À l’exception de Doraemon et de Michael, les chats n’occupent jamais un rôle central dans les mangas jusqu’à l’aube du 21ème siècle.
C’est à cette époque que les choses changent, c’est-à-dire qu’on voit émerger différentes œuvres dans lesquels ils apparaissent en tant que personnages principaux et surtout tels qu’ils sont réellement, et non de manière anthropomorphique. Il faut dire qu’à travers la diffusion de nombreuses vidéos humoristiques illustrant les frasques quotidiennes des petits félins, Internet (et plus particulièrement YouTube) aide alors à poser un regard nouveau et intrigué sur eux, même de la part de personnes qui ne s’y intéressaient pas vraiment jusqu’alors. Les maisons d’édition ne sont pas indifférentes au phénomène, et donnent alors leur chance à de jeunes mangakas dont les œuvres traitent elles aussi du quotidien des chats.
Écrit et dessiné par Konami Kanata (née en 1958) entre 2004 et 2015, Chi : Une vie de chat est le premier d’entre eux a rencontrer le succès. Contrairement à Doraemon, il ne met donc pas en scène un animal farfelu doté de gadgets ou de pouvoirs magiques, mais simplement une chatonne perdue recueillie par Yohei, un jeune garçon de 5 ans, et sa mère Miwa. On suit donc le quotidien de ce petit animal, qui grandit et mûrit tout au long des 12 tomes du manga. C’est clairement lui le personnage principal, et non les membres de sa famille d’adoption. Ses pensées et miaulements sont en permanence retranscrits par l’auteur, qui ce faisant guide le lecteur et l’aide à comprendre cette héroïne d’un genre nouveau, pour mieux s’y attacher.
Konami Kanata et Chi rencontrent un tel succès que d’autres ne tardent pas à les imiter. Plum un amour de chat (publié en 2008 par Natsumi Hoshino), Chat malgré moi (paru en 2015 et dessiné par Konomi Wagata) ou encore Le chat aux sept vies de Gin Shirakawa (2018) sont autant d’exemples de mangas dont le personnage principal est un petit félin.

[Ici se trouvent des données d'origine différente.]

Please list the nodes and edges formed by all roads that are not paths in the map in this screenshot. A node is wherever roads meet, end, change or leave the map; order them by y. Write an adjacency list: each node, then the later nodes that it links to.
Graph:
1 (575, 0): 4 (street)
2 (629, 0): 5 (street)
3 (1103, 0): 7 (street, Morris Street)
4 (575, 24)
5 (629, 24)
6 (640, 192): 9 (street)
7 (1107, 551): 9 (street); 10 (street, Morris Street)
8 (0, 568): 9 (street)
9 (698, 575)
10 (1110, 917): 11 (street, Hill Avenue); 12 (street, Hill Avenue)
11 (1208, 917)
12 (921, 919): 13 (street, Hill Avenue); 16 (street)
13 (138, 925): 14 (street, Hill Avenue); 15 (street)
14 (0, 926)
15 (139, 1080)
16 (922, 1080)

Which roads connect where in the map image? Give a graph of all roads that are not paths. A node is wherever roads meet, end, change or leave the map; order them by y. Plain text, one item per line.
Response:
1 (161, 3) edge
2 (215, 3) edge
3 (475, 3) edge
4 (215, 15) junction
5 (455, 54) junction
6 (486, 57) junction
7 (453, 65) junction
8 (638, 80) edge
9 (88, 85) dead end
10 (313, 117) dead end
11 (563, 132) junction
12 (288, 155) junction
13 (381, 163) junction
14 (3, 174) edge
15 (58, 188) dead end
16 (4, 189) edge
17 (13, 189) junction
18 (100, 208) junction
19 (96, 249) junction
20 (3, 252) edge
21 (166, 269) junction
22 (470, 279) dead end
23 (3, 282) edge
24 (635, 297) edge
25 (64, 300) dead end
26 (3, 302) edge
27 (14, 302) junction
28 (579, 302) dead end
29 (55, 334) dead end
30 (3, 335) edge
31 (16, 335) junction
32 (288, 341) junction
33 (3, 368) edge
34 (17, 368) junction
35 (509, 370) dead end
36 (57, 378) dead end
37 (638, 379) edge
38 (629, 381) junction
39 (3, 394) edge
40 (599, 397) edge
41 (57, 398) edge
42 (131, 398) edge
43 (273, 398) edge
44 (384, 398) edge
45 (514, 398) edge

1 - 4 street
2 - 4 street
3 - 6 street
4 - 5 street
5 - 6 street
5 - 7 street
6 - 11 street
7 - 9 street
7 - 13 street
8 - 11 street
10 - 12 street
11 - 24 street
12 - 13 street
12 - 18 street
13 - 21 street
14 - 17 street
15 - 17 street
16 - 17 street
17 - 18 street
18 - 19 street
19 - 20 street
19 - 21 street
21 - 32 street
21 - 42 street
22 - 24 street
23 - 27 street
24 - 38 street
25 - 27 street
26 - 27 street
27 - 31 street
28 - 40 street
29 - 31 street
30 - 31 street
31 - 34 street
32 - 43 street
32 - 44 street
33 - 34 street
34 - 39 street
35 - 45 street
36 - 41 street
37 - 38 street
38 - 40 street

En parallèle, les histoires sublimant la relation entre les humains et les chats attirent aussi l’attention du public. Le vieil homme et son chat de Nekomaki (2015), Avec toi de Keiko Nishi (2015) ou encore La gameuse et son chat (2019) de Wataru Nadatani montrent qu’il s’agit-là d’une formule déclinable à l’infinie et pouvant donner lieu à des récits aussi pleins de félinité qu’attachants.